My wife and I watched Avatar in 3D last weekend. It was an amazing experience. I had never seen 3D work quite like that before. At first it gave me a head ache but about 45 minutes into the movie my headache disappeared and I was able to fully enjoy the movie. However, a bigger nuisance than the headache was the strong thread of pantheism that was woven throughout the movie. As a friend said later, James Cameron has stolen the script for Pocahontas and warped it into space.
I found a very good review on Avatar by ROSS DOUTHAT who delves into this much better than I do. Its definitely worth the read.
Here is an excerpt:
It’s fitting that James Cameron’s “Avatar” arrived in theaters at Christmastime. Like the holiday season itself, the science fiction epic is a crass embodiment of capitalistic excess wrapped around a deeply felt religious message. It’s at once the blockbuster to end all blockbusters, and the Gospel According to James.But not the Christian Gospel. Instead, “Avatar” is Cameron’s long apologia for pantheism — a faith that equates God with Nature, and calls humanity into religious communion with the natural world.

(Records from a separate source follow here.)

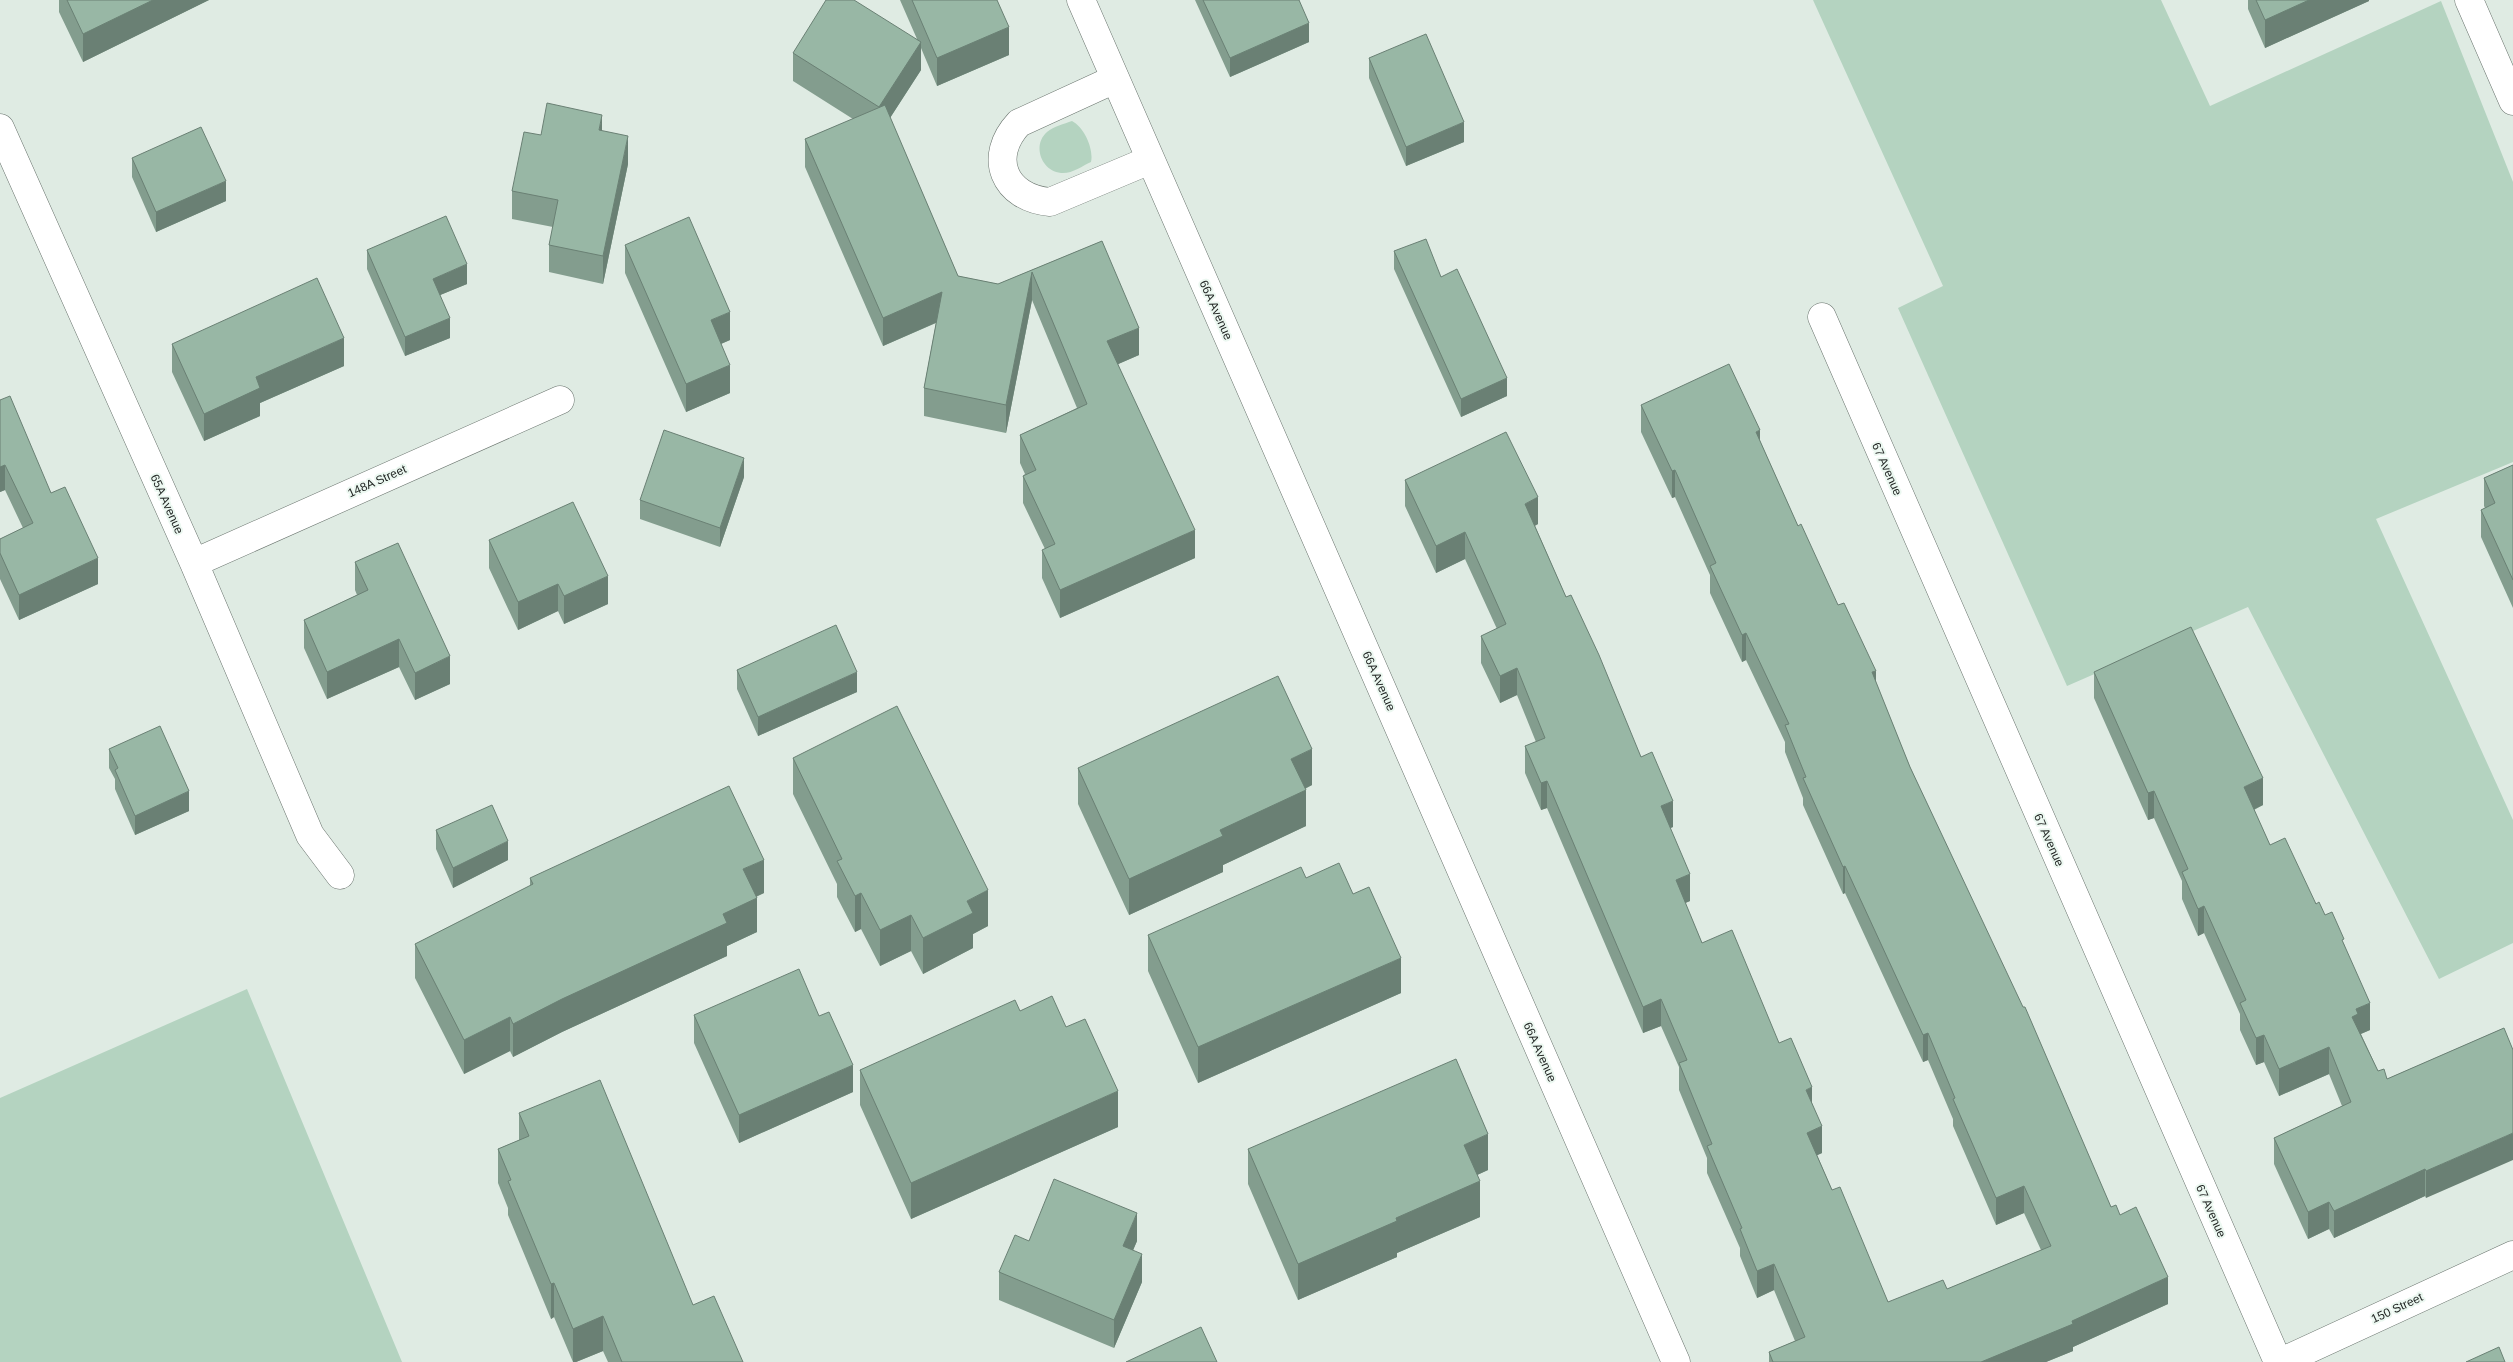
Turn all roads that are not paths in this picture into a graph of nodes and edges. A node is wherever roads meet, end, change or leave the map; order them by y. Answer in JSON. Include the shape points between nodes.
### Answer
{"nodes":[{"id":1,"x":1081,"y":0,"type":"edge"},
{"id":2,"x":2469,"y":0,"type":"edge"},
{"id":3,"x":1115,"y":78,"type":"junction"},
{"id":4,"x":2513,"y":101,"type":"edge"},
{"id":5,"x":0,"y":128,"type":"edge"},
{"id":6,"x":1150,"y":160,"type":"junction"},
{"id":7,"x":1822,"y":317,"type":"dead end"},
{"id":8,"x":560,"y":400,"type":"dead end"},
{"id":9,"x":194,"y":563,"type":"junction"},
{"id":10,"x":340,"y":875,"type":"dead end"},
{"id":11,"x":2513,"y":1255,"type":"edge"},
{"id":12,"x":1676,"y":1362,"type":"edge"},
{"id":13,"x":2279,"y":1362,"type":"edge"}],
"edges":[{"from":1,"to":3,"type":"street","name":"66A Avenue"},
{"from":2,"to":4,"type":"street"},
{"from":3,"to":6,"type":"street","name":"66A Avenue"},
{"from":3,"to":6,"type":"street","via":[[1019,122],[1004,146],[1002,160],[1006,174],[1023,196],[1050,202]]},
{"from":5,"to":9,"type":"street","name":"65A Avenue"},
{"from":6,"to":12,"type":"street","name":"66A Avenue"},
{"from":7,"to":13,"type":"street","name":"67 Avenue"},
{"from":8,"to":9,"type":"street","name":"148A Street"},
{"from":9,"to":10,"type":"street","name":"65A Avenue","via":[[310,835]]},
{"from":11,"to":13,"type":"street","name":"150 Street"}]}
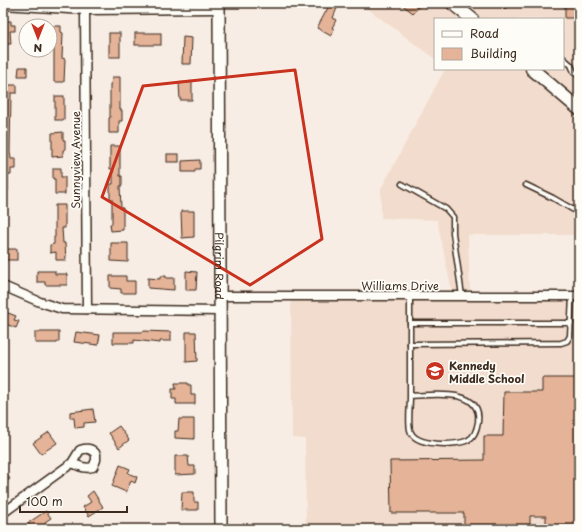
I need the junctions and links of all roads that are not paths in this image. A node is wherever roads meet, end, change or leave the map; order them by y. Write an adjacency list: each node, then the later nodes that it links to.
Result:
1 (452, 3): 6 (main road)
2 (3, 5): 5 (street)
3 (129, 6): 4 (street); 5 (street)
4 (219, 6): 15 (street, Pilgrim Road)
5 (85, 10): 19 (street, Sunnyview Avenue)
6 (471, 18)
7 (564, 59): 9 (lane)
8 (533, 70): 10 (main road)
9 (579, 76)
10 (579, 109)
11 (402, 184): 17 (lane)
12 (526, 185): 13 (lane)
13 (579, 214)
14 (3, 286): 19 (street)
15 (220, 296): 16 (street, Williams Drive); 20 (street, Pilgrim Road)
16 (410, 296): 17 (street, Williams Drive); 21 (lane)
17 (462, 296): 18 (street, Williams Drive)
18 (575, 296): 22 (lane)
19 (87, 309): 20 (street)
20 (220, 311): 27 (street, Pilgrim Road)
21 (410, 323): 22 (lane); 23 (lane)
22 (571, 323): 23 (lane)
23 (410, 344): 24 (lane)
24 (410, 396): 24 (lane)
25 (72, 462): 26 (street)
26 (3, 513)
27 (221, 529)

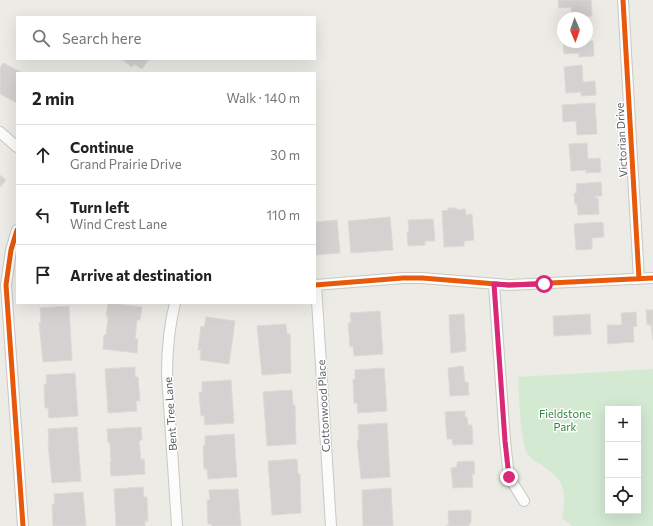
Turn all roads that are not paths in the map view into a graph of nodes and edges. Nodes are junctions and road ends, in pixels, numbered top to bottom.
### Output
1 (623, 0) edge
2 (0, 132) edge
3 (16, 146) edge
4 (16, 233) edge
5 (653, 278) edge
6 (639, 279) junction
7 (494, 284) junction
8 (316, 285) edge
9 (175, 304) edge
10 (524, 501) dead end
11 (23, 526) edge
12 (178, 526) edge
13 (331, 526) edge

1 - 6 street, Victorian Drive
2 - 3 street
4 - 11 street
5 - 6 street
6 - 7 street
7 - 8 street
7 - 10 street
8 - 13 street, Cottonwood Place
9 - 12 street, Bent Tree Lane

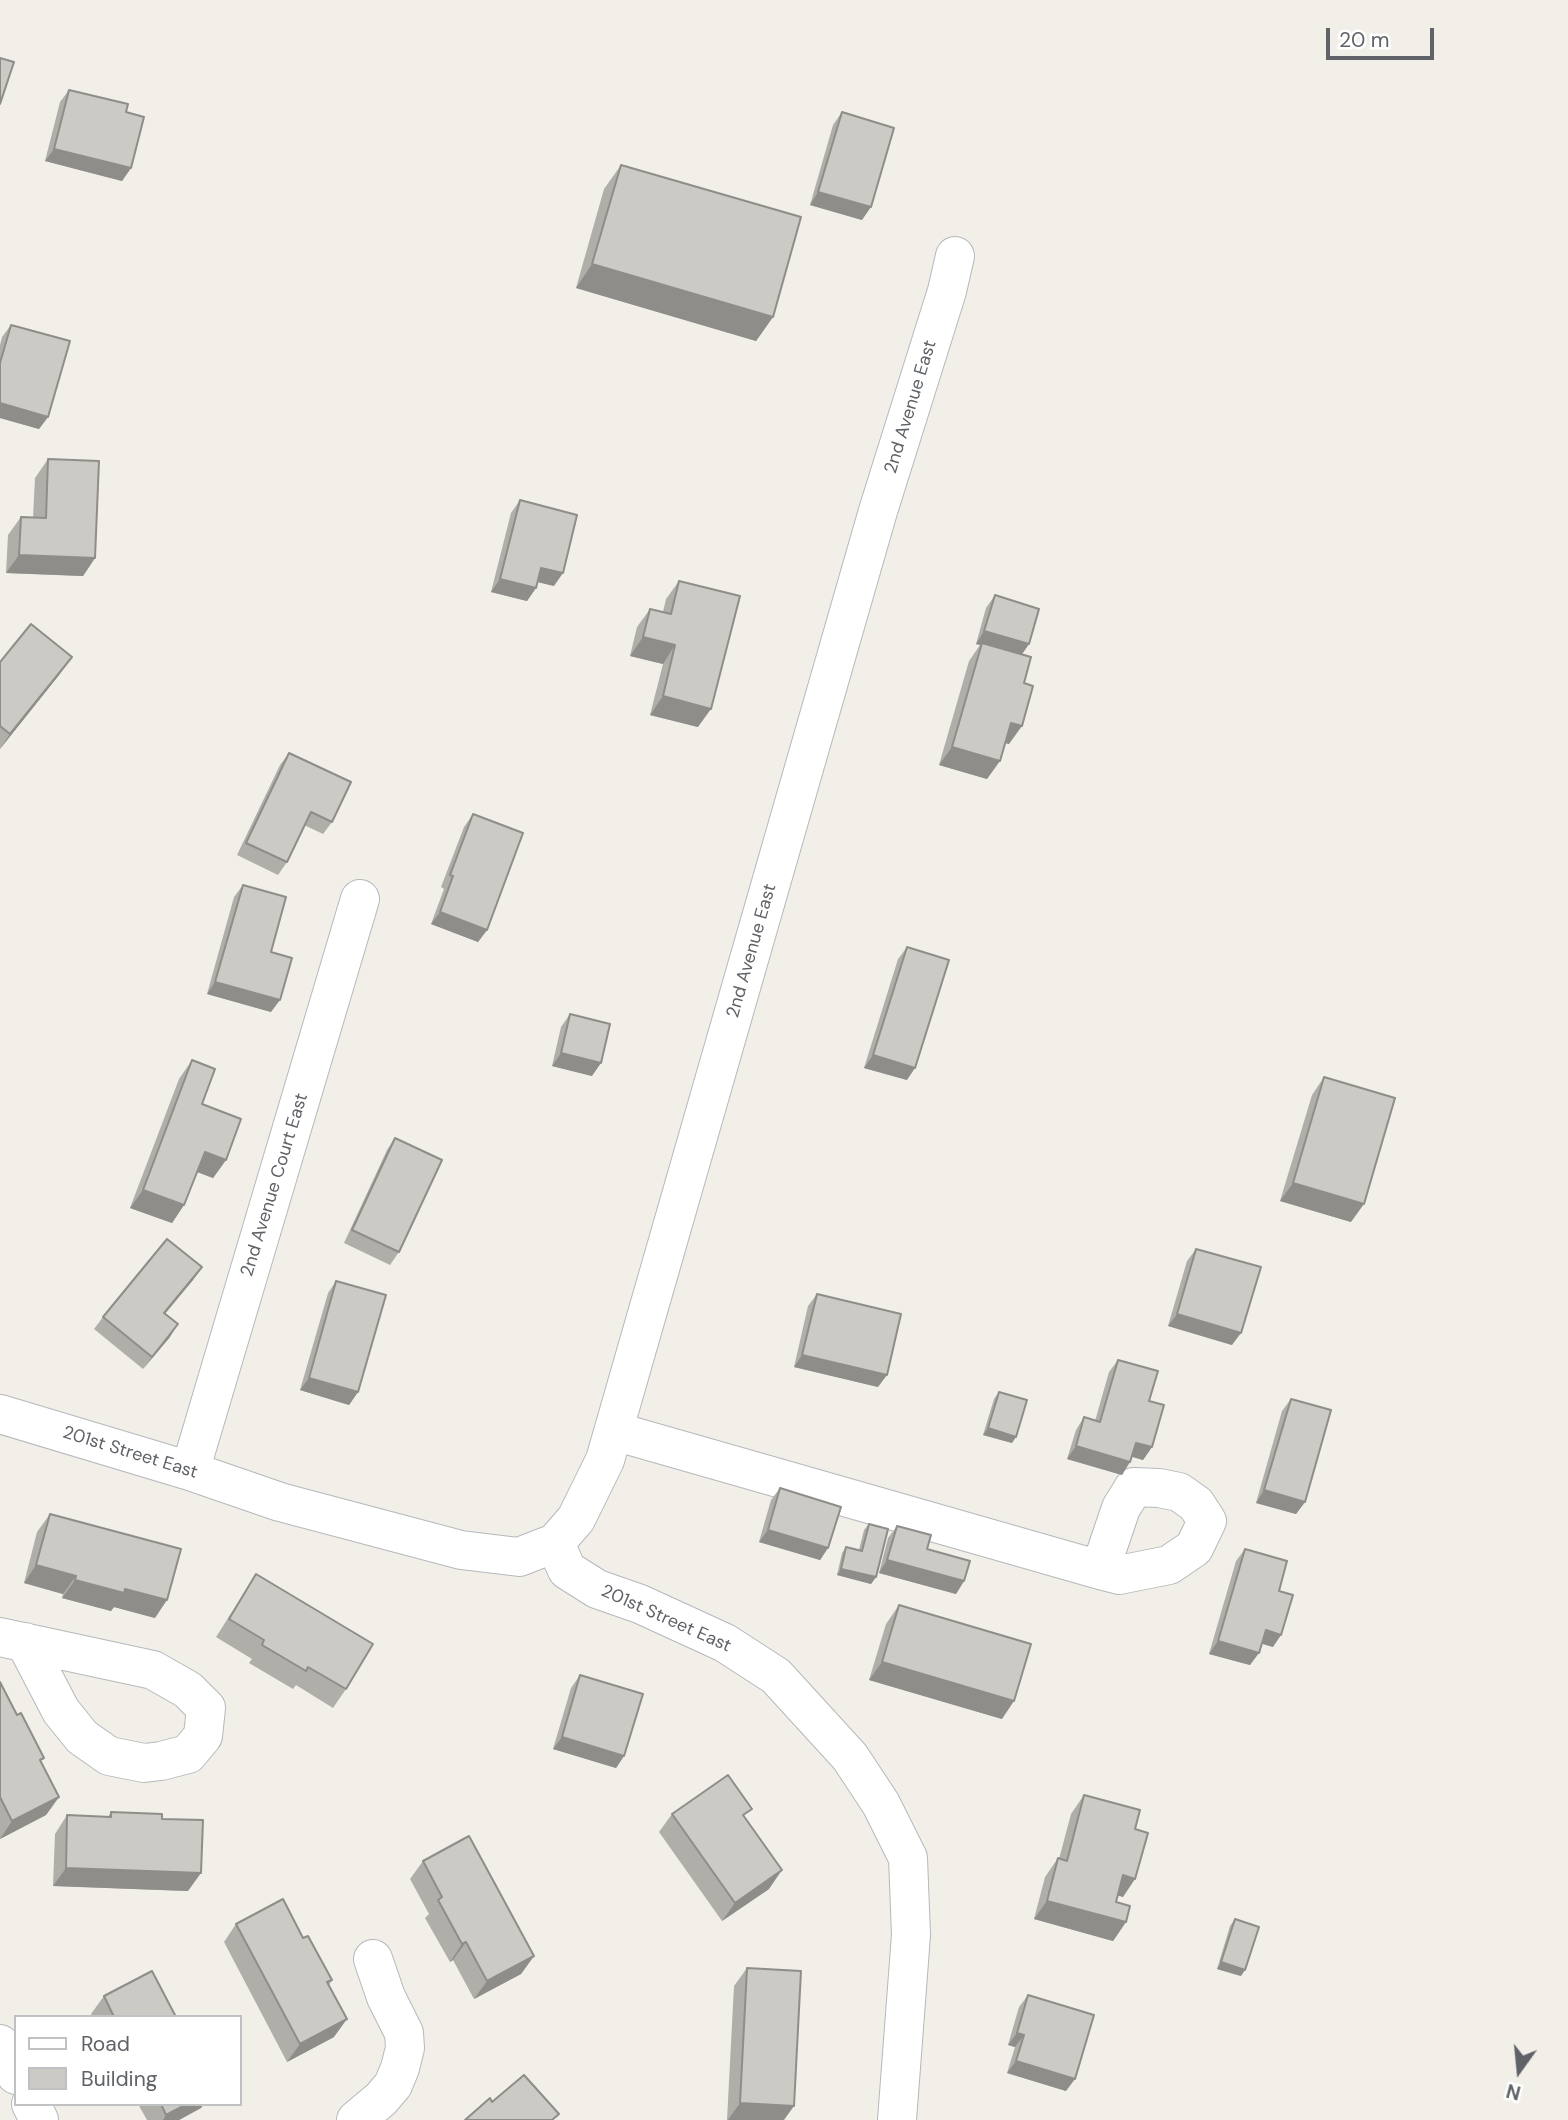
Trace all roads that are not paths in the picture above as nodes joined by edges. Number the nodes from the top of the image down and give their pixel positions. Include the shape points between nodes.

In Cameron’s sci-fi universe, this communion is embodied by the blue-skinned, enviably slender Na’Vi, an alien race whose idyllic existence on the planet Pandora is threatened by rapacious human invaders. The Na’Vi are saved by the movie’s hero, a turncoat Marine, but they’re also saved by their faith in Eywa, the “All Mother,” described variously as a network of energy and the sum total of every living thing.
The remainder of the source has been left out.